Dataset items
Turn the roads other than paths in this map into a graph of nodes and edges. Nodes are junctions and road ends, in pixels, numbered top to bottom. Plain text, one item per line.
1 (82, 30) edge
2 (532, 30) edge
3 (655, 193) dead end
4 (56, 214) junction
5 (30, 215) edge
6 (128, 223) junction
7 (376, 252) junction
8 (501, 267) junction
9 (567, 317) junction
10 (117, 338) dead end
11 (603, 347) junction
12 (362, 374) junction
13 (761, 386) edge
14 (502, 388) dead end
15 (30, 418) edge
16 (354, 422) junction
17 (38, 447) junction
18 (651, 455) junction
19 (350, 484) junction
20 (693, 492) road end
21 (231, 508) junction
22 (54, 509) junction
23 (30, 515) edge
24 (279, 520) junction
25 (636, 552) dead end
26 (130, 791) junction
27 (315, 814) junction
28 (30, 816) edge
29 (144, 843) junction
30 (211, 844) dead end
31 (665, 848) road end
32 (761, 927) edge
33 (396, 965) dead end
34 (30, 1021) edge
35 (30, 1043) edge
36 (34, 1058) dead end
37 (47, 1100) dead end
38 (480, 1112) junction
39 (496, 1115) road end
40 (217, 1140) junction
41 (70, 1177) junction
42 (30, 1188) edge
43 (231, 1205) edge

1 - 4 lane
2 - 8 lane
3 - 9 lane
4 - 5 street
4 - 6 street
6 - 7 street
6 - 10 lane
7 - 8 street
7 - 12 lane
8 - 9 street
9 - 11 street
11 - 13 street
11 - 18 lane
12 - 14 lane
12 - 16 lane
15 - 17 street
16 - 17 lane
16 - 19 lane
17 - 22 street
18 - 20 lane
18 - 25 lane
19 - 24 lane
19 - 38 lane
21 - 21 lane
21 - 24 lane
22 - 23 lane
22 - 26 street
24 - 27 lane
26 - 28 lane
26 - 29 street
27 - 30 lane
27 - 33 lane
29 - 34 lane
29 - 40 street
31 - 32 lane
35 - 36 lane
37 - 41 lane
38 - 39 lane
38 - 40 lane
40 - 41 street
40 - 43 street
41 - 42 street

### [WHAT THE TASK REQUIRES]
Please copy each entry. Leave nothing out.

### [EXERCISE ANSWER]
Turn the roads other than paths in this map into a graph of nodes and edges. Nodes are junctions and road ends, in pixels, numbered top to bottom. Plain text, one item per line.
1 (82, 30) edge
2 (532, 30) edge
3 (655, 193) dead end
4 (56, 214) junction
5 (30, 215) edge
6 (128, 223) junction
7 (376, 252) junction
8 (501, 267) junction
9 (567, 317) junction
10 (117, 338) dead end
11 (603, 347) junction
12 (362, 374) junction
13 (761, 386) edge
14 (502, 388) dead end
15 (30, 418) edge
16 (354, 422) junction
17 (38, 447) junction
18 (651, 455) junction
19 (350, 484) junction
20 (693, 492) road end
21 (231, 508) junction
22 (54, 509) junction
23 (30, 515) edge
24 (279, 520) junction
25 (636, 552) dead end
26 (130, 791) junction
27 (315, 814) junction
28 (30, 816) edge
29 (144, 843) junction
30 (211, 844) dead end
31 (665, 848) road end
32 (761, 927) edge
33 (396, 965) dead end
34 (30, 1021) edge
35 (30, 1043) edge
36 (34, 1058) dead end
37 (47, 1100) dead end
38 (480, 1112) junction
39 (496, 1115) road end
40 (217, 1140) junction
41 (70, 1177) junction
42 (30, 1188) edge
43 (231, 1205) edge

1 - 4 lane
2 - 8 lane
3 - 9 lane
4 - 5 street
4 - 6 street
6 - 7 street
6 - 10 lane
7 - 8 street
7 - 12 lane
8 - 9 street
9 - 11 street
11 - 13 street
11 - 18 lane
12 - 14 lane
12 - 16 lane
15 - 17 street
16 - 17 lane
16 - 19 lane
17 - 22 street
18 - 20 lane
18 - 25 lane
19 - 24 lane
19 - 38 lane
21 - 21 lane
21 - 24 lane
22 - 23 lane
22 - 26 street
24 - 27 lane
26 - 28 lane
26 - 29 street
27 - 30 lane
27 - 33 lane
29 - 34 lane
29 - 40 street
31 - 32 lane
35 - 36 lane
37 - 41 lane
38 - 39 lane
38 - 40 lane
40 - 41 street
40 - 43 street
41 - 42 street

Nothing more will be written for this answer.